Le film Argo de Ben Affleck, en nomination pour la statuette du meilleur film, est inspiré d'un long reportage de Joshua Berman, How the CIA used a fake sci-fi flick to rescue Americans from Tehran, publié il y a cinq ans dans le magazine Wired.

Quant au film Zero Dark Thirty de la réalisatrice Kathryn Bigelow, son scénario est basé sur un reportage de Mark Boal, le même qui a écrit le reportage ayant donné naissance au film The Hurt Locker.

Les enquêtes journalistiques sont un matériau de rêve pour les réalisateurs et les producteurs de cinéma.

En entrevue au quotidien Le Monde, la réalisatrice Kathryn Bigelow confiait récemment «avoir remarqué dans Playboy le reportage de Mark Boal sur un flic qui s'infiltrait dans un lycée. Je l'avais contacté pour lui demander de me faire lire en priorité sa prochaine enquête en Irak. Je sentais que c'était en m'appuyant sur ce type de journalisme que je pourrais me renouveler comme metteuse en scène.».

En effet, non seulement ces longues enquêtes journalistiques racontent-elles des histoires enlevantes, mais en plus, elles sont basées sur des faits réels recueillis grâce à une démarche journalistique.

Le journalisme narratif, c'est le nom qu'on donne à ces reportages de longue haleine, est un genre très prisé aux États-Unis, beaucoup moins au Québec. On peut en lire dans des magazines comme The Atlantic, The New Yorker, Playboy, Wired, etc.

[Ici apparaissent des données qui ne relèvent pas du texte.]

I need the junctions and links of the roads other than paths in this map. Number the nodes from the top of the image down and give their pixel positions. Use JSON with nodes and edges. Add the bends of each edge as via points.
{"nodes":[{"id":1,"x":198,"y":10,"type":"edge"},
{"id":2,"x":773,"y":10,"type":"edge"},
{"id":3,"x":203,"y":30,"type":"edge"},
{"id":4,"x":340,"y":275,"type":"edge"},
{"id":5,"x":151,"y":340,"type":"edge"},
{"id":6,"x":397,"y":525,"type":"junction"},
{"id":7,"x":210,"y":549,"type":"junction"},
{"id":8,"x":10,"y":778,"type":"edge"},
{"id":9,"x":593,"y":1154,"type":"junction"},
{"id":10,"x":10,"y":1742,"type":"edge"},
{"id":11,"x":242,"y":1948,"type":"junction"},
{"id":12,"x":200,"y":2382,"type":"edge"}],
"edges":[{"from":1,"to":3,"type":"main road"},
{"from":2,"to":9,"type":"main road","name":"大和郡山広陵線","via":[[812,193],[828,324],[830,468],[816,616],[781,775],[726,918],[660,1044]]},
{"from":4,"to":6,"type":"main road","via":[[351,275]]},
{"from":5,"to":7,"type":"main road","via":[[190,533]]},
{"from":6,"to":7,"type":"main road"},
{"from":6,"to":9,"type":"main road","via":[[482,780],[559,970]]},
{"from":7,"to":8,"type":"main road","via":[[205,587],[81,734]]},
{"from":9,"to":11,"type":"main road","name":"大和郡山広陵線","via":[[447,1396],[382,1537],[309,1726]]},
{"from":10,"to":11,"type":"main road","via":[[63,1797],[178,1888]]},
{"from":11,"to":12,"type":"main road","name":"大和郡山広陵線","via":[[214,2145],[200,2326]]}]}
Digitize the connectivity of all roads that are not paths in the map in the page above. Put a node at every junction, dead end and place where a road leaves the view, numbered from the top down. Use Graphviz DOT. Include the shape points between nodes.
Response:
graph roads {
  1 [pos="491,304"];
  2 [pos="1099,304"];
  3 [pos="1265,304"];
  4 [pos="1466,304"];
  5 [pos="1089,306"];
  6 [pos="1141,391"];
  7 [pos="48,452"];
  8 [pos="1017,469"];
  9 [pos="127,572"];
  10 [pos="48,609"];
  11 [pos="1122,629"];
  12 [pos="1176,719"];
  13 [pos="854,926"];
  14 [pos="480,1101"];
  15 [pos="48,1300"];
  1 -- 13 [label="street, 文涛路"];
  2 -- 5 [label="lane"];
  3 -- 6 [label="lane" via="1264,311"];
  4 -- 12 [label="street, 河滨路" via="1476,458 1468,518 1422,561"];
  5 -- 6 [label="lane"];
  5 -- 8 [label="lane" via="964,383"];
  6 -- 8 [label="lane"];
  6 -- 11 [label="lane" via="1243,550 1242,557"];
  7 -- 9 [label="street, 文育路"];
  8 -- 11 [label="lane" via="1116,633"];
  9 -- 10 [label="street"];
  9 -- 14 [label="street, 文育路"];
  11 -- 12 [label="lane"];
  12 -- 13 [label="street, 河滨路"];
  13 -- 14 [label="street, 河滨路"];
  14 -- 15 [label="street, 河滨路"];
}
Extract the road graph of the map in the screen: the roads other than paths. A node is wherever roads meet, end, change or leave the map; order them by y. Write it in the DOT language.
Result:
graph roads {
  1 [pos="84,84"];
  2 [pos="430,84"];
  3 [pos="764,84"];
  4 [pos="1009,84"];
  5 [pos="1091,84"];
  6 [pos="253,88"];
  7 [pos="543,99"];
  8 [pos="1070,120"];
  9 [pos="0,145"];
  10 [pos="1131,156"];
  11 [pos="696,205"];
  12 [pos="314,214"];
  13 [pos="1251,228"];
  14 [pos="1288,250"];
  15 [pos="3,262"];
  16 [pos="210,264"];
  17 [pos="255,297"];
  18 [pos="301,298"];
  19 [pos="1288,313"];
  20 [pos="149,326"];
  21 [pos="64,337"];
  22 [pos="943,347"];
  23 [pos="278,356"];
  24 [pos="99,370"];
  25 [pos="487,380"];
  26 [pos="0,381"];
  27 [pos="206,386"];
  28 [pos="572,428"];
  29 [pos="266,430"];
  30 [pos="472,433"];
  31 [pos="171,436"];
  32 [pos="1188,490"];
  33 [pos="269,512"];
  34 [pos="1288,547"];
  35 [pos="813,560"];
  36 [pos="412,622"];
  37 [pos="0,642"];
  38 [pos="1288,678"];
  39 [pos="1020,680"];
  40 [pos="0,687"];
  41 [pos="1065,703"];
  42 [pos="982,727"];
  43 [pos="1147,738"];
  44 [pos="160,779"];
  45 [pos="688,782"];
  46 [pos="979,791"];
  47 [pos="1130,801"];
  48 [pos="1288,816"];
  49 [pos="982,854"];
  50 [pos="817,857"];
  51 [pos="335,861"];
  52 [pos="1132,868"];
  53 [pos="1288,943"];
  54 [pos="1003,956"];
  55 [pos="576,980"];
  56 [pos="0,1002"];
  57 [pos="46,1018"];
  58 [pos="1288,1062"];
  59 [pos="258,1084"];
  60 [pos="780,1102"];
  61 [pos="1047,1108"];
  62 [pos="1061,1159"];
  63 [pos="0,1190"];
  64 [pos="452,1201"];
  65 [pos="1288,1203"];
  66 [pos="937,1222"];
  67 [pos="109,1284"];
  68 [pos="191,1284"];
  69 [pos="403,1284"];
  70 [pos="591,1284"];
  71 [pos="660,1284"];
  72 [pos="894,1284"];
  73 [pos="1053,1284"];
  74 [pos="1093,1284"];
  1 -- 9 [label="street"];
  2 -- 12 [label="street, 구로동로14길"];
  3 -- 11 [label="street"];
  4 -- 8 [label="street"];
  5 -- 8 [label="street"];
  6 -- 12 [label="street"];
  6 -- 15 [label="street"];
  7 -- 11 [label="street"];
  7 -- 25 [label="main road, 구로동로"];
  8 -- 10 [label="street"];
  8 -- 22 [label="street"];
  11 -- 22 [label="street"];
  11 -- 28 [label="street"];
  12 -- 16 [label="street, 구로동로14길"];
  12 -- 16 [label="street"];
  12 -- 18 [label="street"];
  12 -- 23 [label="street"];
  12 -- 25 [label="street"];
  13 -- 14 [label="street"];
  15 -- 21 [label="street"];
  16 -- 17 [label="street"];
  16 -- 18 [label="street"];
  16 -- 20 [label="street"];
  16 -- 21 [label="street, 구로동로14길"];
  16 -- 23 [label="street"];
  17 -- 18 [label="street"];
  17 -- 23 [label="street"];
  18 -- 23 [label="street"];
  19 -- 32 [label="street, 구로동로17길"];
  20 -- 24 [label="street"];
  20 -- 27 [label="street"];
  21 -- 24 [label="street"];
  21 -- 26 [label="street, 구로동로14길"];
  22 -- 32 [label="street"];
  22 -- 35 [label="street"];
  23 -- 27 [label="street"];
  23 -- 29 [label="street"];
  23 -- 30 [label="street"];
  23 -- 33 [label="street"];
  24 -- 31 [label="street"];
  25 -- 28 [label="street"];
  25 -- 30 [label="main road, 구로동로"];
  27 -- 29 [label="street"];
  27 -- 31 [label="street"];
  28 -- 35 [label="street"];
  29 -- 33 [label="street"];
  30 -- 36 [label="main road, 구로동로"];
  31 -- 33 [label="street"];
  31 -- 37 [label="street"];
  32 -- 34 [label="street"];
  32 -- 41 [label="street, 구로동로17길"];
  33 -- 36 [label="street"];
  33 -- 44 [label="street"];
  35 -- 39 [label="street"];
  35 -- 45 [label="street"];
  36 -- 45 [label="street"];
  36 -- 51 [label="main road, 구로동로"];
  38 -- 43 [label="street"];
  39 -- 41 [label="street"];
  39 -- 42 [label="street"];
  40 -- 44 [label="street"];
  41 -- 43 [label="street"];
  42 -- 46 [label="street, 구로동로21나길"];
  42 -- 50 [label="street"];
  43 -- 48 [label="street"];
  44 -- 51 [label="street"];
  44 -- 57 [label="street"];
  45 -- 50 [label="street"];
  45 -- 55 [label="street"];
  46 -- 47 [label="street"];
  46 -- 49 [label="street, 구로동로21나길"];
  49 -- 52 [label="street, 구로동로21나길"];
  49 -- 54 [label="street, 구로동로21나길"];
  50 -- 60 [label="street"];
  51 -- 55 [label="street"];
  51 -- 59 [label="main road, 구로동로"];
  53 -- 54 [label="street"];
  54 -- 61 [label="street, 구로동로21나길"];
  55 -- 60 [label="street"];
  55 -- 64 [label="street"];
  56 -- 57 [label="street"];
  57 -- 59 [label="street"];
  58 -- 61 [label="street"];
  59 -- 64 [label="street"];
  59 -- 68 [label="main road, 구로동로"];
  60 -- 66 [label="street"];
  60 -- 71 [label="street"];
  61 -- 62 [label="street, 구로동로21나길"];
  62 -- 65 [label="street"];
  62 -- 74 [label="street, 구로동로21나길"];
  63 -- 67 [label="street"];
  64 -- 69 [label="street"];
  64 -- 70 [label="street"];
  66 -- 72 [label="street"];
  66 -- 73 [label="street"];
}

De journalistes à vedettes

Plusieurs journalistes qui pratiquent le genre - on pense à Mark Boal, mais aussi à Mark Bowden auteur de Blackhawk Down - sont devenus de véritables stars aux États-Unis, représentées par des agents, des maisons de production, etc.

Mais attention! Une fois à l'écran et passés à la moulinette hollywoodienne, ces récits doivent-ils être traités au même titre qu'un reportage journalistique?

La réponse est non, comme nous l'ont démontré les deux films en nomination aux Oscars cette année.

Prenons Argo. Il a été dit à plusieurs reprises que ce film a joué avec les faits et qu'il ne raconte pas exactement ce qui s'est vraiment produit lors de la crise des otages en Iran. Ben Affleck a donné le beau rôle à la CIA et au gouvernement américain, reléguant au second plan l'ambassadeur canadien, Ken Taylor, qui avait pourtant été au coeur du sauvetage des otages.

Les médias ont déjà raconté la suite: Affleck et l'ambassadeur Taylor se sont rencontrés et le réalisateur a accepté d'ajouter un petit texte explicatif à la fin du film, question de rendre à César... Qu'à cela ne tienne, des milliers de cinéphiles croient sûrement que les faits relatés dans Argo sont exacts.

De divertissant à politique

Dans le cas de Zero Dark Thirty, la rencontre entre la fiction et la réalité est encore plus brutale. Une enquête sénatoriale a été mise sur pied pour faire la lumière sur la nature des informations fournies à Mark Boal par la CIA puisque le film de Bigelow s'ouvre sur des scènes de torture.

La torture autorisée par le gouvernement américain a-t-elle, oui ou non, mené directement à la cachette de ben Laden comme le soutient le long métrage? De divertissant, le film de Bigelow est devenu politique. C'est le danger lorsqu'on affirme que notre scénario est basé sur une enquête journalistique et des faits véridiques.

En entrevue à l'émission This Week sur les ondes de ABC la semaine dernière, l'auteur de Blackhawk Down, Mark Bowden, est venu prêter main-forte au journaliste-scénariste dont le reportage a inspiré Zero Dark Thirty, affirmant qu'il était injuste de qualifier une fiction d'oeuvre journalistique. «Le journalisme va en profondeur pour comprendre et détailler ce qui s'est réellement passé, a-t-il expliqué. Je ne crois pas que c'est ce qui se produit dans une fiction».

Les journalistes n'ont pas fini d'alimenter l'imagination des cinéastes.

L'actrice Charlize Theron s'apprête à se glisser dans la peau de la journaliste britannique Marie Colvin, tuée en Syrie l'an dernier. Le film sera basé sur le reportage de la journaliste Marie Brenner, publié dans l'édition d'août dernier du magazine Vanity Fair. En regardant le film, aussi réaliste soit-il, il faudra se souvenir, encore une fois, qu'il s'agit avant tout d'une fiction.